WHAT THIS TASK INVOLVES ▸ Reproduce the data below exactly as written. Pictures do not belong in the copy.

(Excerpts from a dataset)
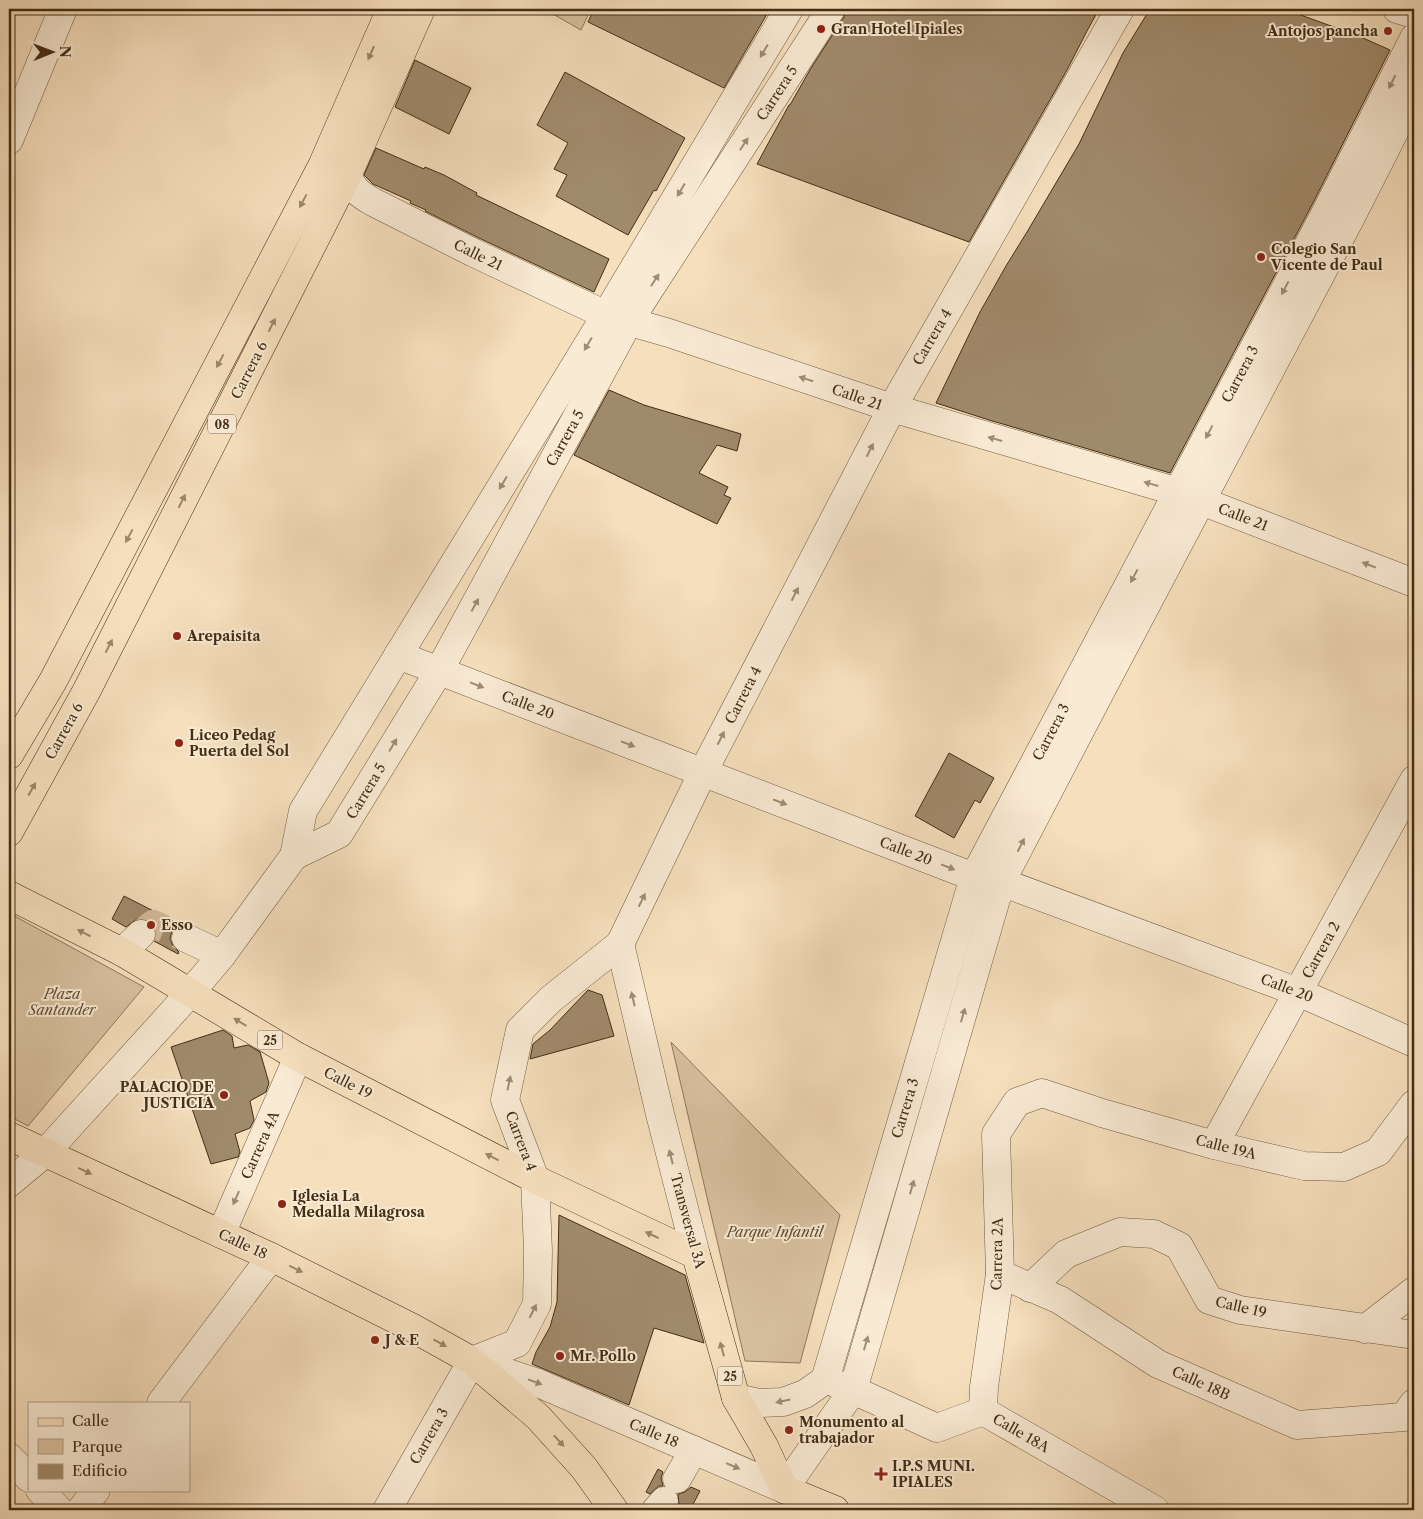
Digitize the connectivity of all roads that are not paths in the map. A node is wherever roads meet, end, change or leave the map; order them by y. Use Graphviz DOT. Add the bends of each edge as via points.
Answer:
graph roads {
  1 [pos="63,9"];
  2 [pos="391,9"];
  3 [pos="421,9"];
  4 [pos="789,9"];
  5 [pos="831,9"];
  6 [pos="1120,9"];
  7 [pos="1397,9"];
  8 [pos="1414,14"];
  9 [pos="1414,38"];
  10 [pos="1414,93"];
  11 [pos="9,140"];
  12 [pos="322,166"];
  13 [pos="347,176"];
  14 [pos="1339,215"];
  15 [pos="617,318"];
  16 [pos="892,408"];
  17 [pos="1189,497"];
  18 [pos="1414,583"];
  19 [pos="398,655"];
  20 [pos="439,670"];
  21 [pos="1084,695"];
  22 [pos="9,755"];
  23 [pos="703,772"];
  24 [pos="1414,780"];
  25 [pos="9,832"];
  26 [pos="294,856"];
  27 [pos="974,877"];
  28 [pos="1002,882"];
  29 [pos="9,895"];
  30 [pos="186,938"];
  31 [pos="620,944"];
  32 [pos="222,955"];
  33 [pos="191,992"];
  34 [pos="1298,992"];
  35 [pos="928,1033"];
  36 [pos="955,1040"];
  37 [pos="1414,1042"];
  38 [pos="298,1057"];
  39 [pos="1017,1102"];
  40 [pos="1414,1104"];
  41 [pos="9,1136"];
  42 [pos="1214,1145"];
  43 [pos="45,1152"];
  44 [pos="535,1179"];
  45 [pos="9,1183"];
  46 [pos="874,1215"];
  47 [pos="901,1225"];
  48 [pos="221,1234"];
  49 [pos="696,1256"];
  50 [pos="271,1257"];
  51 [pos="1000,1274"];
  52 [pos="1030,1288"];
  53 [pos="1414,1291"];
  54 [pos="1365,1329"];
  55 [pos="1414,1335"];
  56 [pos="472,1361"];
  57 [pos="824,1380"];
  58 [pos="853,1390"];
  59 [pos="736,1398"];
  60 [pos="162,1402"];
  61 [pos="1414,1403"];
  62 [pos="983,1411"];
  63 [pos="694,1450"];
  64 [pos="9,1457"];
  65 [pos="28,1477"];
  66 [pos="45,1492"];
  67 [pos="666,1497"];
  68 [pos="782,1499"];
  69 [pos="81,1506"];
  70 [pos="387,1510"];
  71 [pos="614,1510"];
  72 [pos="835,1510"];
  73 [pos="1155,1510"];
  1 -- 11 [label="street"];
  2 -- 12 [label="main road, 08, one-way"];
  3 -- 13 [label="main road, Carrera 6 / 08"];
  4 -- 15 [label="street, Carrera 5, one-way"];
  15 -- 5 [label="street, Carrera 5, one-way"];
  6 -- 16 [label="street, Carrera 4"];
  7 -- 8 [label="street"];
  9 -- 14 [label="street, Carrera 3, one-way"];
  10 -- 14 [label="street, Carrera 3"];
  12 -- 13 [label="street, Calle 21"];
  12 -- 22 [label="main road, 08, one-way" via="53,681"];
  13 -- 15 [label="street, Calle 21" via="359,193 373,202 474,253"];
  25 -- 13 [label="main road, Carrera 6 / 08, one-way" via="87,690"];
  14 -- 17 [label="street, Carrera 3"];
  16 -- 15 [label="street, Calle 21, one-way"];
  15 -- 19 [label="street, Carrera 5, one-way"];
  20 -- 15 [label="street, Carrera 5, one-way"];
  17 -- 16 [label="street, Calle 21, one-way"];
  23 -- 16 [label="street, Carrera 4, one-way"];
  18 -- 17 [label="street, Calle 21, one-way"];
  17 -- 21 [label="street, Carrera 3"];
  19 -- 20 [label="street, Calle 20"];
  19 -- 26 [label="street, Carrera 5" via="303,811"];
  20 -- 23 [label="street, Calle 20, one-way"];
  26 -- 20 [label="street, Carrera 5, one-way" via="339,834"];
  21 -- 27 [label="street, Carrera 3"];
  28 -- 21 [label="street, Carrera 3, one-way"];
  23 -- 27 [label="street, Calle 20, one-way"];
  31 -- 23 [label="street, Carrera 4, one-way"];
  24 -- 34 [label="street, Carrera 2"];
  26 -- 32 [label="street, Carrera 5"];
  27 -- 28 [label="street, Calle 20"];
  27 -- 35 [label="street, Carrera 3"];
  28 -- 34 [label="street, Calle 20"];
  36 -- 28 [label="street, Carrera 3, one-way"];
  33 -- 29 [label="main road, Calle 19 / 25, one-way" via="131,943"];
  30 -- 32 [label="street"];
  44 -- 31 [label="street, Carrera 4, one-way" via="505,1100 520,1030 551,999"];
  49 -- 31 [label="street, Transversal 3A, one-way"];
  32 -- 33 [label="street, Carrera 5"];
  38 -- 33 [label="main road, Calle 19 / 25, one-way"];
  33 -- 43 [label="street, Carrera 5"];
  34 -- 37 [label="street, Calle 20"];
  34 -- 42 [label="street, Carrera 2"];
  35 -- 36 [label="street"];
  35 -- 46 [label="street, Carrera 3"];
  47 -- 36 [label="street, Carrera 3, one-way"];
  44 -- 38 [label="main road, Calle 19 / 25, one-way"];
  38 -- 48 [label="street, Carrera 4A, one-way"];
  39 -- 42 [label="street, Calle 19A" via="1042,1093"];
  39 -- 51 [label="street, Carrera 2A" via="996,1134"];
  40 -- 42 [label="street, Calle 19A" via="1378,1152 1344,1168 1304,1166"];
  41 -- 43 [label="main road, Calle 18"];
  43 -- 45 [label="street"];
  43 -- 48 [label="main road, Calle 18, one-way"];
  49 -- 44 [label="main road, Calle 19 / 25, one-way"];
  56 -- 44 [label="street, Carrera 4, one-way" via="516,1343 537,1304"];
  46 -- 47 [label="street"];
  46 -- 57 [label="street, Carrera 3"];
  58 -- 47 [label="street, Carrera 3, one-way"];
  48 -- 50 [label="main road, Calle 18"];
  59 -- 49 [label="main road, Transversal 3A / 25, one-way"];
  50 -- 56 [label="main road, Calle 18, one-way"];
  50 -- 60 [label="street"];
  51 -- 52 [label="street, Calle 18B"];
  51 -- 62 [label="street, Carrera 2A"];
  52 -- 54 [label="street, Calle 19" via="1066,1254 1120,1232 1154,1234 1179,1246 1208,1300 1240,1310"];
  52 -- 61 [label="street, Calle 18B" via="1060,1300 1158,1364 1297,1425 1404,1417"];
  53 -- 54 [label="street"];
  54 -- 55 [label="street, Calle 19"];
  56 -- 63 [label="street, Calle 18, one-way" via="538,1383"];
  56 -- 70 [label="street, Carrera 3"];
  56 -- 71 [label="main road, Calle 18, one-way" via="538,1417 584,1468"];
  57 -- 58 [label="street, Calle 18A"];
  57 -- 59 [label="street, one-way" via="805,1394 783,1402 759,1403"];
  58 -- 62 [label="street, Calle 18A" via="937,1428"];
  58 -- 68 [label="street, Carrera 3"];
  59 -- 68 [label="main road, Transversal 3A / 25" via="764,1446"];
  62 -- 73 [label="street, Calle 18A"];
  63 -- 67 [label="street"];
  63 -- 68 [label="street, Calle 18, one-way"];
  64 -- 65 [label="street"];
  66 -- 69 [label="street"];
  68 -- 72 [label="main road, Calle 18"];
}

RESPONSE AREA ▸
Digitize the connectivity of all roads that are not paths in the map. A node is wherever roads meet, end, change or leave the map; order them by y. Use Graphviz DOT. Add the bends of each edge as via points.
Answer:
graph roads {
  1 [pos="63,9"];
  2 [pos="391,9"];
  3 [pos="421,9"];
  4 [pos="789,9"];
  5 [pos="831,9"];
  6 [pos="1120,9"];
  7 [pos="1397,9"];
  8 [pos="1414,14"];
  9 [pos="1414,38"];
  10 [pos="1414,93"];
  11 [pos="9,140"];
  12 [pos="322,166"];
  13 [pos="347,176"];
  14 [pos="1339,215"];
  15 [pos="617,318"];
  16 [pos="892,408"];
  17 [pos="1189,497"];
  18 [pos="1414,583"];
  19 [pos="398,655"];
  20 [pos="439,670"];
  21 [pos="1084,695"];
  22 [pos="9,755"];
  23 [pos="703,772"];
  24 [pos="1414,780"];
  25 [pos="9,832"];
  26 [pos="294,856"];
  27 [pos="974,877"];
  28 [pos="1002,882"];
  29 [pos="9,895"];
  30 [pos="186,938"];
  31 [pos="620,944"];
  32 [pos="222,955"];
  33 [pos="191,992"];
  34 [pos="1298,992"];
  35 [pos="928,1033"];
  36 [pos="955,1040"];
  37 [pos="1414,1042"];
  38 [pos="298,1057"];
  39 [pos="1017,1102"];
  40 [pos="1414,1104"];
  41 [pos="9,1136"];
  42 [pos="1214,1145"];
  43 [pos="45,1152"];
  44 [pos="535,1179"];
  45 [pos="9,1183"];
  46 [pos="874,1215"];
  47 [pos="901,1225"];
  48 [pos="221,1234"];
  49 [pos="696,1256"];
  50 [pos="271,1257"];
  51 [pos="1000,1274"];
  52 [pos="1030,1288"];
  53 [pos="1414,1291"];
  54 [pos="1365,1329"];
  55 [pos="1414,1335"];
  56 [pos="472,1361"];
  57 [pos="824,1380"];
  58 [pos="853,1390"];
  59 [pos="736,1398"];
  60 [pos="162,1402"];
  61 [pos="1414,1403"];
  62 [pos="983,1411"];
  63 [pos="694,1450"];
  64 [pos="9,1457"];
  65 [pos="28,1477"];
  66 [pos="45,1492"];
  67 [pos="666,1497"];
  68 [pos="782,1499"];
  69 [pos="81,1506"];
  70 [pos="387,1510"];
  71 [pos="614,1510"];
  72 [pos="835,1510"];
  73 [pos="1155,1510"];
  1 -- 11 [label="street"];
  2 -- 12 [label="main road, 08, one-way"];
  3 -- 13 [label="main road, Carrera 6 / 08"];
  4 -- 15 [label="street, Carrera 5, one-way"];
  15 -- 5 [label="street, Carrera 5, one-way"];
  6 -- 16 [label="street, Carrera 4"];
  7 -- 8 [label="street"];
  9 -- 14 [label="street, Carrera 3, one-way"];
  10 -- 14 [label="street, Carrera 3"];
  12 -- 13 [label="street, Calle 21"];
  12 -- 22 [label="main road, 08, one-way" via="53,681"];
  13 -- 15 [label="street, Calle 21" via="359,193 373,202 474,253"];
  25 -- 13 [label="main road, Carrera 6 / 08, one-way" via="87,690"];
  14 -- 17 [label="street, Carrera 3"];
  16 -- 15 [label="street, Calle 21, one-way"];
  15 -- 19 [label="street, Carrera 5, one-way"];
  20 -- 15 [label="street, Carrera 5, one-way"];
  17 -- 16 [label="street, Calle 21, one-way"];
  23 -- 16 [label="street, Carrera 4, one-way"];
  18 -- 17 [label="street, Calle 21, one-way"];
  17 -- 21 [label="street, Carrera 3"];
  19 -- 20 [label="street, Calle 20"];
  19 -- 26 [label="street, Carrera 5" via="303,811"];
  20 -- 23 [label="street, Calle 20, one-way"];
  26 -- 20 [label="street, Carrera 5, one-way" via="339,834"];
  21 -- 27 [label="street, Carrera 3"];
  28 -- 21 [label="street, Carrera 3, one-way"];
  23 -- 27 [label="street, Calle 20, one-way"];
  31 -- 23 [label="street, Carrera 4, one-way"];
  24 -- 34 [label="street, Carrera 2"];
  26 -- 32 [label="street, Carrera 5"];
  27 -- 28 [label="street, Calle 20"];
  27 -- 35 [label="street, Carrera 3"];
  28 -- 34 [label="street, Calle 20"];
  36 -- 28 [label="street, Carrera 3, one-way"];
  33 -- 29 [label="main road, Calle 19 / 25, one-way" via="131,943"];
  30 -- 32 [label="street"];
  44 -- 31 [label="street, Carrera 4, one-way" via="505,1100 520,1030 551,999"];
  49 -- 31 [label="street, Transversal 3A, one-way"];
  32 -- 33 [label="street, Carrera 5"];
  38 -- 33 [label="main road, Calle 19 / 25, one-way"];
  33 -- 43 [label="street, Carrera 5"];
  34 -- 37 [label="street, Calle 20"];
  34 -- 42 [label="street, Carrera 2"];
  35 -- 36 [label="street"];
  35 -- 46 [label="street, Carrera 3"];
  47 -- 36 [label="street, Carrera 3, one-way"];
  44 -- 38 [label="main road, Calle 19 / 25, one-way"];
  38 -- 48 [label="street, Carrera 4A, one-way"];
  39 -- 42 [label="street, Calle 19A" via="1042,1093"];
  39 -- 51 [label="street, Carrera 2A" via="996,1134"];
  40 -- 42 [label="street, Calle 19A" via="1378,1152 1344,1168 1304,1166"];
  41 -- 43 [label="main road, Calle 18"];
  43 -- 45 [label="street"];
  43 -- 48 [label="main road, Calle 18, one-way"];
  49 -- 44 [label="main road, Calle 19 / 25, one-way"];
  56 -- 44 [label="street, Carrera 4, one-way" via="516,1343 537,1304"];
  46 -- 47 [label="street"];
  46 -- 57 [label="street, Carrera 3"];
  58 -- 47 [label="street, Carrera 3, one-way"];
  48 -- 50 [label="main road, Calle 18"];
  59 -- 49 [label="main road, Transversal 3A / 25, one-way"];
  50 -- 56 [label="main road, Calle 18, one-way"];
  50 -- 60 [label="street"];
  51 -- 52 [label="street, Calle 18B"];
  51 -- 62 [label="street, Carrera 2A"];
  52 -- 54 [label="street, Calle 19" via="1066,1254 1120,1232 1154,1234 1179,1246 1208,1300 1240,1310"];
  52 -- 61 [label="street, Calle 18B" via="1060,1300 1158,1364 1297,1425 1404,1417"];
  53 -- 54 [label="street"];
  54 -- 55 [label="street, Calle 19"];
  56 -- 63 [label="street, Calle 18, one-way" via="538,1383"];
  56 -- 70 [label="street, Carrera 3"];
  56 -- 71 [label="main road, Calle 18, one-way" via="538,1417 584,1468"];
  57 -- 58 [label="street, Calle 18A"];
  57 -- 59 [label="street, one-way" via="805,1394 783,1402 759,1403"];
  58 -- 62 [label="street, Calle 18A" via="937,1428"];
  58 -- 68 [label="street, Carrera 3"];
  59 -- 68 [label="main road, Transversal 3A / 25" via="764,1446"];
  62 -- 73 [label="street, Calle 18A"];
  63 -- 67 [label="street"];
  63 -- 68 [label="street, Calle 18, one-way"];
  64 -- 65 [label="street"];
  66 -- 69 [label="street"];
  68 -- 72 [label="main road, Calle 18"];
}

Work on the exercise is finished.